The (Mis)Handling of Images
Images are an integral part of many blog posts so their insertion into the code should be just as easy as it is in a full-blown WYSIWYG editor.
Ghost really cheats in this respect by shifting image insertion to the Preview pane, which certainly improves the process although it does seem a little illogical to be editing in a preview.
1.6 million WordPress Superheroes read and trust our blog. Join them and get daily posts delivered to your inbox - free!
All four plugins took the same poor route with the insertion of images by providing variations of the default image button from the text toolbar. This does not allow selecting from the Media Library (or uploading a new image) and therefore requires the author to already know the URL.
This is a big step backwards and a big disincentive to installing Markdown in WordPress.
Images can still be added via the Add Media button but this inserts raw HTML into the editor interface which is obviously not desirable.
Authors Need A Preview
Although Markdown is format neutral, it’s a huge help, possibly essential, to be able to preview a post in HTML. Ghost puts the preview right in front of an author by splitting the editor screen in two – one half is Markdown, the other half is Preview.

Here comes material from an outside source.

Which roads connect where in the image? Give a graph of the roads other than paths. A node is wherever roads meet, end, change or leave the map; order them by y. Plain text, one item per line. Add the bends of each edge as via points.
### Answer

Only two of the plugins provided a preview: Markdown QuickTags and WP-Markdown with only WP-Markdown providing a very responsive, real-time HTML preview courtesy of its horizontally split editing screen. This approach works well but arguably not as well as Ghost’s vertical split.
Markdown QuickTags‘ preview is on-demand via a toolbar button. It renders well but could require plenty of button pushing during an edit as the author checks that updates are as expected in the HTML version.

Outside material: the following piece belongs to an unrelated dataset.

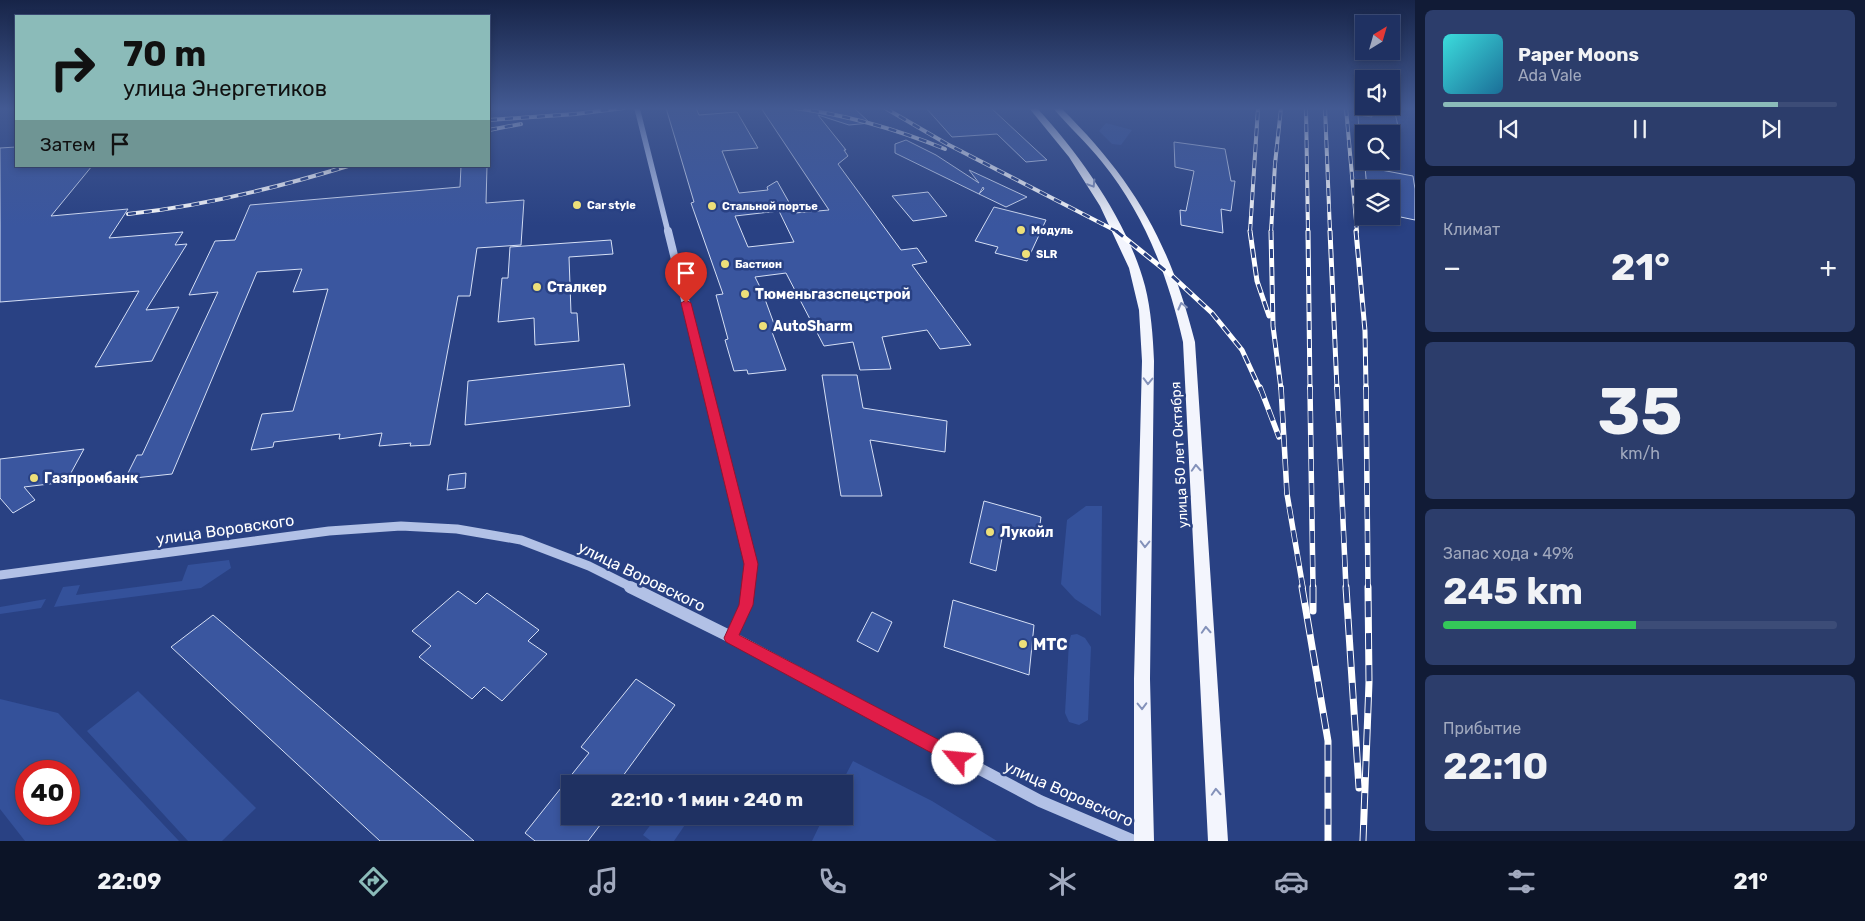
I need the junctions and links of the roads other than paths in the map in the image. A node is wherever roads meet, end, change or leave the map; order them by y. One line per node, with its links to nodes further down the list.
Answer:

When Rendering Takes Place Matters. A lot.
At some point, the Markdown syntax has to be processed and rendered as HTML. The plugins took a variety of approaches making for very different user experiences.
Typewriter renders HTML on the fly at the time of displaying the content in the public interface by hooking into the_content and the_excerpt filters. This could potentially affect site performance but more importantly means that if you decided to stop using the plugin, your posts will simply output Markdown and not HTML.

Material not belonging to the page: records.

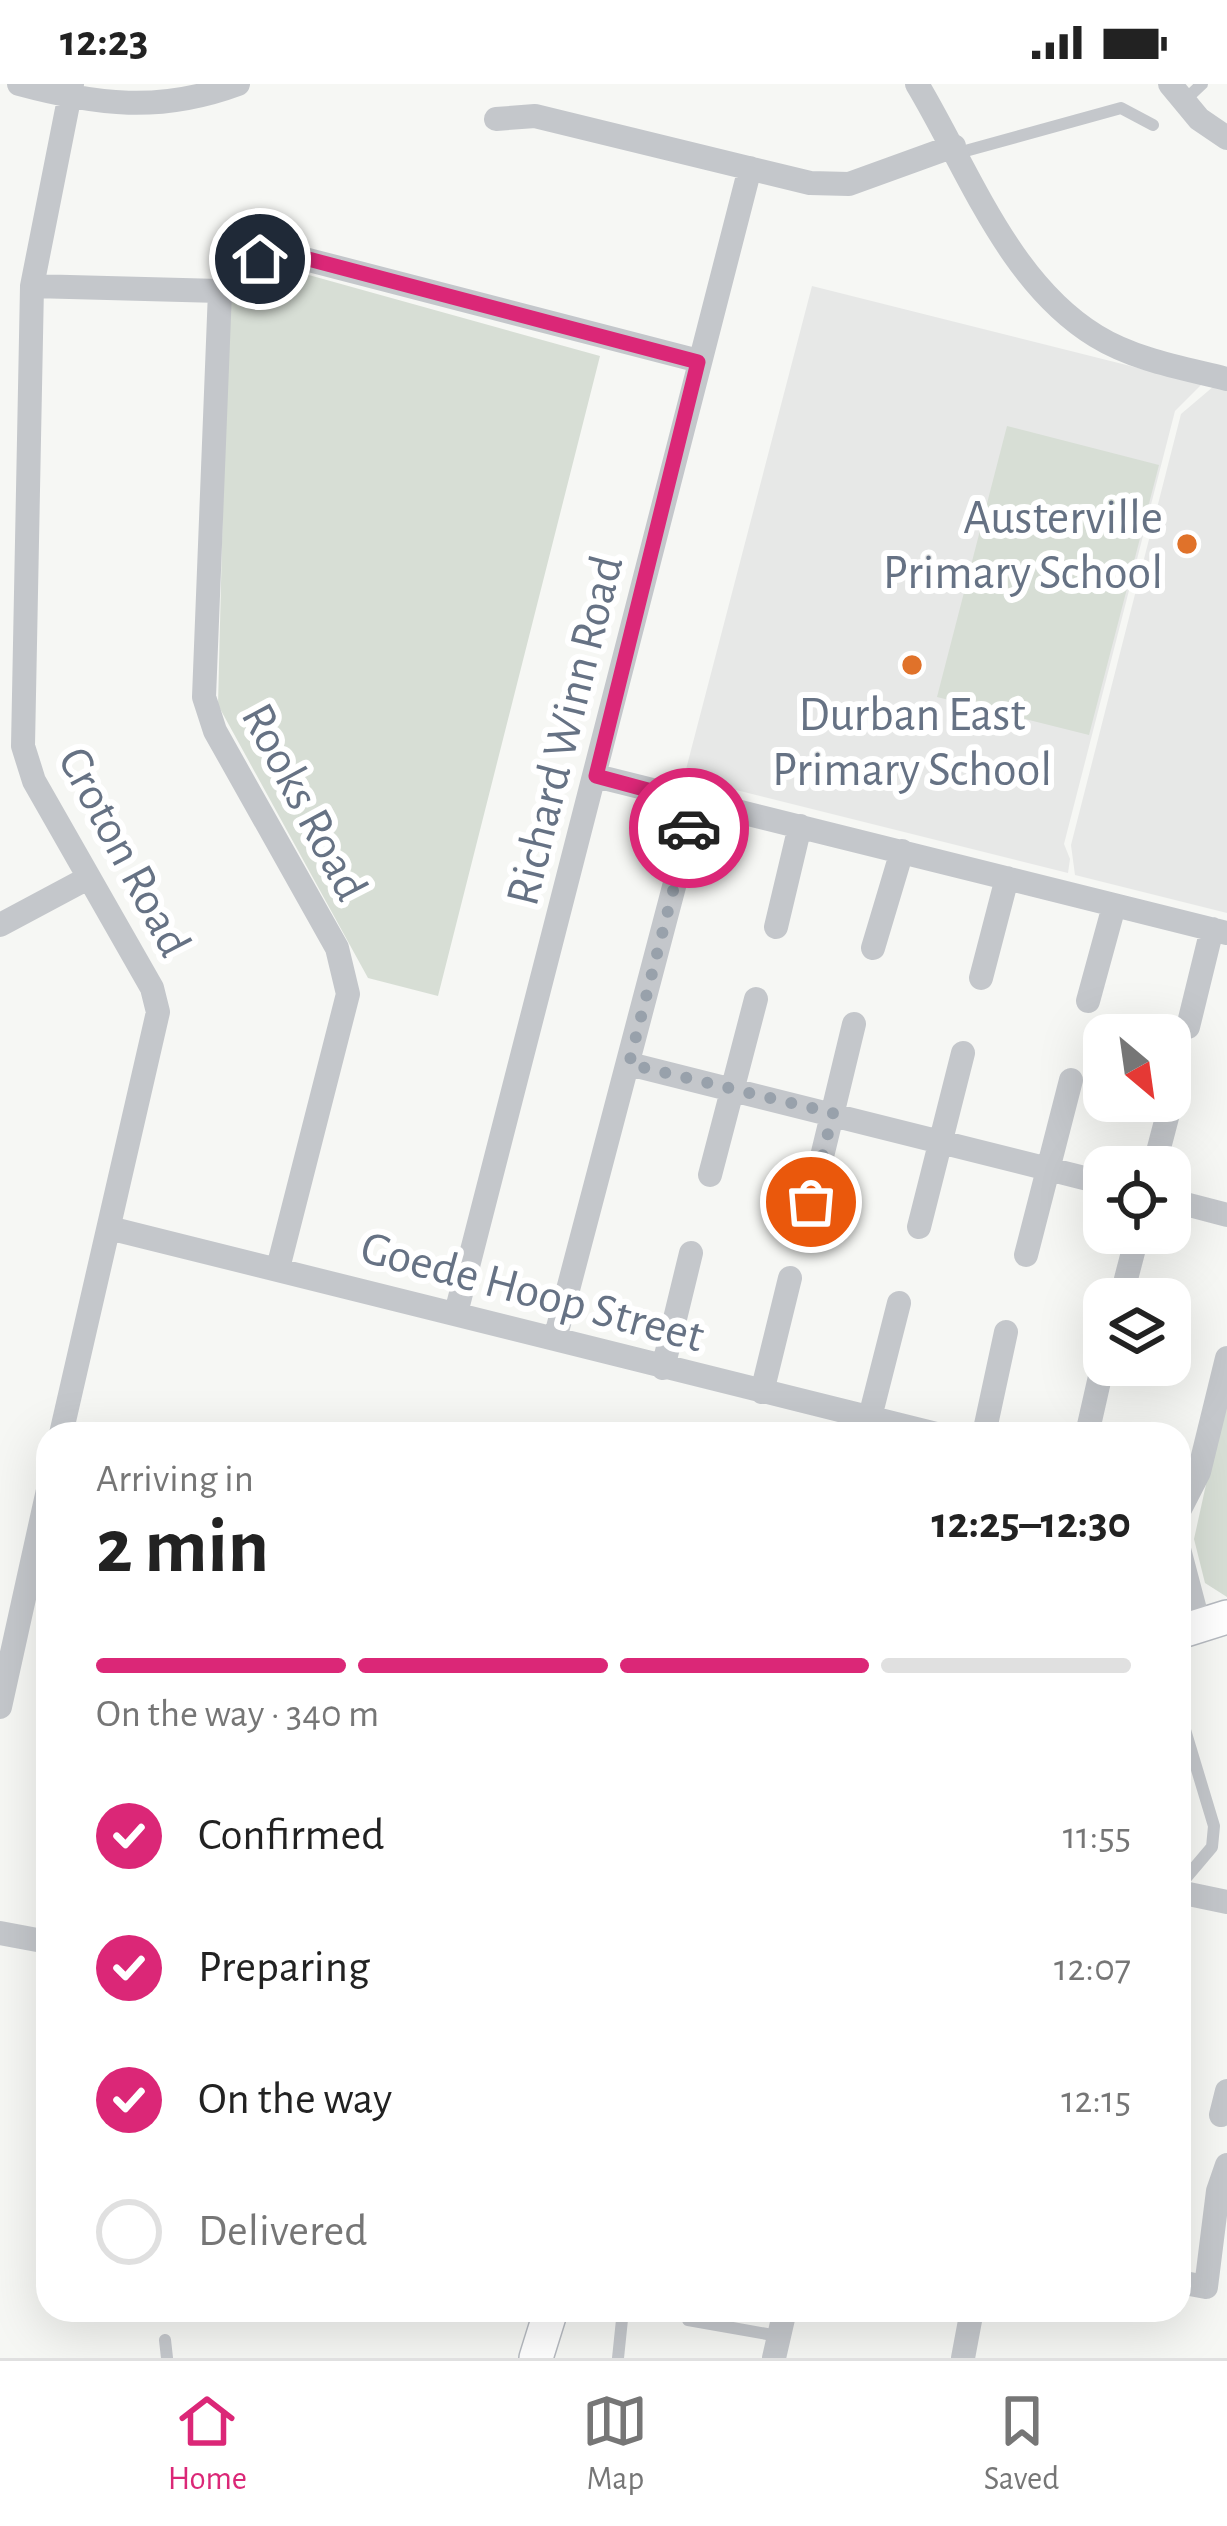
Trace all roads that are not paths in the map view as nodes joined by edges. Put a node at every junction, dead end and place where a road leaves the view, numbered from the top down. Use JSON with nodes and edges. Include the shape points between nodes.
{"nodes":[{"id":1,"x":19,"y":84,"type":"edge"},
{"id":2,"x":238,"y":84,"type":"edge"},
{"id":3,"x":917,"y":84,"type":"edge"},
{"id":4,"x":1202,"y":84,"type":"edge"},
{"id":5,"x":70,"y":90,"type":"edge"},
{"id":6,"x":1176,"y":93,"type":"edge"},
{"id":7,"x":496,"y":119,"type":"dead end"},
{"id":8,"x":1153,"y":125,"type":"dead end"},
{"id":9,"x":1227,"y":138,"type":"edge"},
{"id":10,"x":956,"y":150,"type":"junction"},
{"id":11,"x":750,"y":168,"type":"junction"},
{"id":12,"x":32,"y":286,"type":"junction"},
{"id":13,"x":220,"y":291,"type":"junction"},
{"id":14,"x":698,"y":362,"type":"junction"},
{"id":15,"x":1227,"y":379,"type":"edge"},
{"id":16,"x":596,"y":776,"type":"junction"},
{"id":17,"x":696,"y":803,"type":"junction"},
{"id":18,"x":800,"y":826,"type":"junction"},
{"id":19,"x":902,"y":851,"type":"junction"},
{"id":20,"x":88,"y":878,"type":"junction"},
{"id":21,"x":1007,"y":878,"type":"junction"},
{"id":22,"x":1114,"y":906,"type":"junction"},
{"id":23,"x":0,"y":926,"type":"edge"},
{"id":24,"x":776,"y":927,"type":"dead end"},
{"id":25,"x":1220,"y":931,"type":"edge"},
{"id":26,"x":873,"y":948,"type":"dead end"},
{"id":27,"x":981,"y":978,"type":"dead end"},
{"id":28,"x":756,"y":999,"type":"dead end"},
{"id":29,"x":1088,"y":1001,"type":"dead end"},
{"id":30,"x":1191,"y":1018,"type":"edge"},
{"id":31,"x":854,"y":1024,"type":"dead end"},
{"id":32,"x":963,"y":1053,"type":"dead end"},
{"id":33,"x":629,"y":1064,"type":"junction"},
{"id":34,"x":1071,"y":1079,"type":"dead end"},
{"id":35,"x":732,"y":1089,"type":"junction"},
{"id":36,"x":833,"y":1113,"type":"junction"},
{"id":37,"x":942,"y":1142,"type":"junction"},
{"id":38,"x":1048,"y":1169,"type":"junction"},
{"id":39,"x":710,"y":1175,"type":"dead end"},
{"id":40,"x":1083,"y":1178,"type":"edge"},
{"id":41,"x":811,"y":1202,"type":"dead end"},
{"id":42,"x":1191,"y":1206,"type":"edge"},
{"id":43,"x":1227,"y":1215,"type":"edge"},
{"id":44,"x":919,"y":1227,"type":"dead end"},
{"id":45,"x":109,"y":1228,"type":"junction"},
{"id":46,"x":692,"y":1252,"type":"dead end"},
{"id":47,"x":1026,"y":1255,"type":"dead end"},
{"id":48,"x":278,"y":1268,"type":"junction"},
{"id":49,"x":790,"y":1278,"type":"dead end"},
{"id":50,"x":899,"y":1303,"type":"dead end"},
{"id":51,"x":456,"y":1312,"type":"junction"},
{"id":52,"x":1006,"y":1332,"type":"dead end"},
{"id":53,"x":555,"y":1339,"type":"junction"},
{"id":54,"x":1227,"y":1358,"type":"edge"},
{"id":55,"x":663,"y":1369,"type":"junction"},
{"id":56,"x":1098,"y":1386,"type":"edge"},
{"id":57,"x":762,"y":1392,"type":"junction"},
{"id":58,"x":870,"y":1417,"type":"junction"},
{"id":59,"x":64,"y":1422,"type":"edge"},
{"id":60,"x":889,"y":1422,"type":"edge"},
{"id":61,"x":987,"y":1422,"type":"edge"},
{"id":62,"x":1090,"y":1422,"type":"edge"},
{"id":63,"x":1191,"y":1488,"type":"edge"},
{"id":64,"x":36,"y":1528,"type":"edge"},
{"id":65,"x":1191,"y":1589,"type":"edge"},
{"id":66,"x":10,"y":1611,"type":"edge"},
{"id":67,"x":1202,"y":1625,"type":"edge"},
{"id":68,"x":0,"y":1707,"type":"edge"},
{"id":69,"x":1191,"y":1750,"type":"edge"},
{"id":70,"x":1191,"y":1874,"type":"edge"},
{"id":71,"x":1191,"y":1891,"type":"edge"},
{"id":72,"x":1226,"y":1896,"type":"edge"},
{"id":73,"x":0,"y":1933,"type":"edge"},
{"id":74,"x":36,"y":1940,"type":"edge"},
{"id":75,"x":1227,"y":2165,"type":"edge"},
{"id":76,"x":1216,"y":2290,"type":"edge"},
{"id":77,"x":547,"y":2322,"type":"edge"},
{"id":78,"x":622,"y":2322,"type":"edge"},
{"id":79,"x":695,"y":2322,"type":"edge"},
{"id":80,"x":970,"y":2322,"type":"edge"},
{"id":81,"x":165,"y":2340,"type":"dead end"},
{"id":82,"x":777,"y":2347,"type":"edge"},
{"id":83,"x":167,"y":2358,"type":"edge"},
{"id":84,"x":536,"y":2358,"type":"edge"},
{"id":85,"x":618,"y":2358,"type":"edge"},
{"id":86,"x":963,"y":2358,"type":"edge"}],
"edges":[{"from":1,"to":5,"type":"street"},
{"from":2,"to":5,"type":"street","via":[[191,101],[143,104]]},
{"from":3,"to":10,"type":"street"},
{"from":4,"to":6,"type":"lane"},
{"from":5,"to":12,"type":"street","name":"Croton Road"},
{"from":6,"to":9,"type":"street"},
{"from":7,"to":11,"type":"street","via":[[535,116]]},
{"from":8,"to":10,"type":"lane","via":[[1121,108]]},
{"from":10,"to":11,"type":"street","via":[[849,184]]},
{"from":10,"to":15,"type":"street","via":[[1018,258],[1073,320],[1141,356]]},
{"from":11,"to":14,"type":"street","name":"Richard Winn Road"},
{"from":12,"to":13,"type":"street"},
{"from":12,"to":20,"type":"street","name":"Croton Road","via":[[23,746]]},
{"from":13,"to":14,"type":"street","via":[[243,266],[297,256]]},
{"from":13,"to":48,"type":"street","name":"Rooks Road","via":[[204,697],[337,948],[348,994]]},
{"from":14,"to":16,"type":"street","name":"Richard Winn Road"},
{"from":16,"to":17,"type":"street"},
{"from":16,"to":51,"type":"street","name":"Richard Winn Road"},
{"from":17,"to":18,"type":"street"},
{"from":17,"to":33,"type":"street"},
{"from":18,"to":19,"type":"street"},
{"from":18,"to":24,"type":"street"},
{"from":19,"to":21,"type":"street"},
{"from":19,"to":26,"type":"street"},
{"from":20,"to":23,"type":"street"},
{"from":20,"to":45,"type":"street","name":"Croton Road","via":[[158,1012]]},
{"from":21,"to":22,"type":"street"},
{"from":21,"to":27,"type":"street"},
{"from":22,"to":25,"type":"street"},
{"from":22,"to":29,"type":"street"},
{"from":25,"to":30,"type":"street"},
{"from":28,"to":35,"type":"street"},
{"from":31,"to":36,"type":"street"},
{"from":32,"to":37,"type":"street"},
{"from":33,"to":35,"type":"street"},
{"from":33,"to":53,"type":"street"},
{"from":34,"to":38,"type":"street"},
{"from":35,"to":36,"type":"street"},
{"from":35,"to":39,"type":"street"},
{"from":36,"to":37,"type":"street"},
{"from":36,"to":41,"type":"street"},
{"from":37,"to":38,"type":"street"},
{"from":37,"to":44,"type":"street"},
{"from":38,"to":40,"type":"street"},
{"from":38,"to":47,"type":"street"},
{"from":42,"to":43,"type":"street"},
{"from":45,"to":48,"type":"street","name":"Goede Hoop Street"},
{"from":45,"to":59,"type":"street","name":"Croton Road"},
{"from":46,"to":55,"type":"street"},
{"from":48,"to":51,"type":"street","name":"Goede Hoop Street"},
{"from":49,"to":57,"type":"street"},
{"from":50,"to":58,"type":"street"},
{"from":51,"to":53,"type":"street","name":"Goede Hoop Street"},
{"from":52,"to":61,"type":"street"},
{"from":53,"to":55,"type":"street","name":"Goede Hoop Street"},
{"from":54,"to":63,"type":"street"},
{"from":55,"to":57,"type":"street","name":"Goede Hoop Street"},
{"from":56,"to":62,"type":"street"},
{"from":57,"to":58,"type":"street","name":"Goede Hoop Street"},
{"from":58,"to":60,"type":"street","name":"Goede Hoop Street"},
{"from":64,"to":66,"type":"street"},
{"from":65,"to":67,"type":"street"},
{"from":66,"to":68,"type":"street"},
{"from":69,"to":70,"type":"lane","via":[[1214,1826],[1212,1847]]},
{"from":71,"to":72,"type":"street"},
{"from":73,"to":74,"type":"street"},
{"from":75,"to":76,"type":"street","via":[[1217,2191]]},
{"from":77,"to":84,"type":"street"},
{"from":78,"to":85,"type":"lane"},
{"from":79,"to":82,"type":"lane"},
{"from":80,"to":86,"type":"street"},
{"from":81,"to":83,"type":"lane"}]}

Markdown QuickTags requires manual rendering at the time of publishing via a Render button underneath the text editor – otherwise the Markdown will be output on the public site. The Render button updates the text editor with the HTML; to edit the post you have to use the Markdownify button.
This having to constantly render and unrender is annoying and a big downside to this plugin. The Markdownify process also breaks shortcodes as it changes as it adds an \ before the [.
WP-Markdown and Markdown After Save Improved are smarter and more logical in their rendering. Both do it on the save action but do not touch the Markdown text but update the post_content_formatted attribute for a post. This doesn’t just mean that the Markdown is preserved but that if the plugin is disabled the HTML for the post is still delivered on the public site.
Are Any Of The Plugins Ready For Prime-time?
The short answer is no.
WP-Markdown is the best Markdown implementation that is currently available with its excellent preview functionality and its ability to be deactivated but to leave the HTML in tact. Its not, however, without its issues not least of which is the lack of a decent image insertion function and easy access to Markdown help.
None of the plugins I looked at are up to the standard of Ghost which may be an unfair comparison given that the plugins have to work within the constraints imposed by the WordPress admin interface.
Is the lack of a decent Markdown implementation a problem?
I like Markdown. It has potential but it cannot be implemented based strictly on a specification that was finalised in December 2004. Ghost realised this and enhanced it with, for example, specific image insertion functionality.
Until the WordPress plugins do the same, I’d suggest sticking with the default WordPress editor.
It may not perfect but it is better than the current Markdown options and it’s obviously good enough for the tens of millions of WordPress users out there to get by.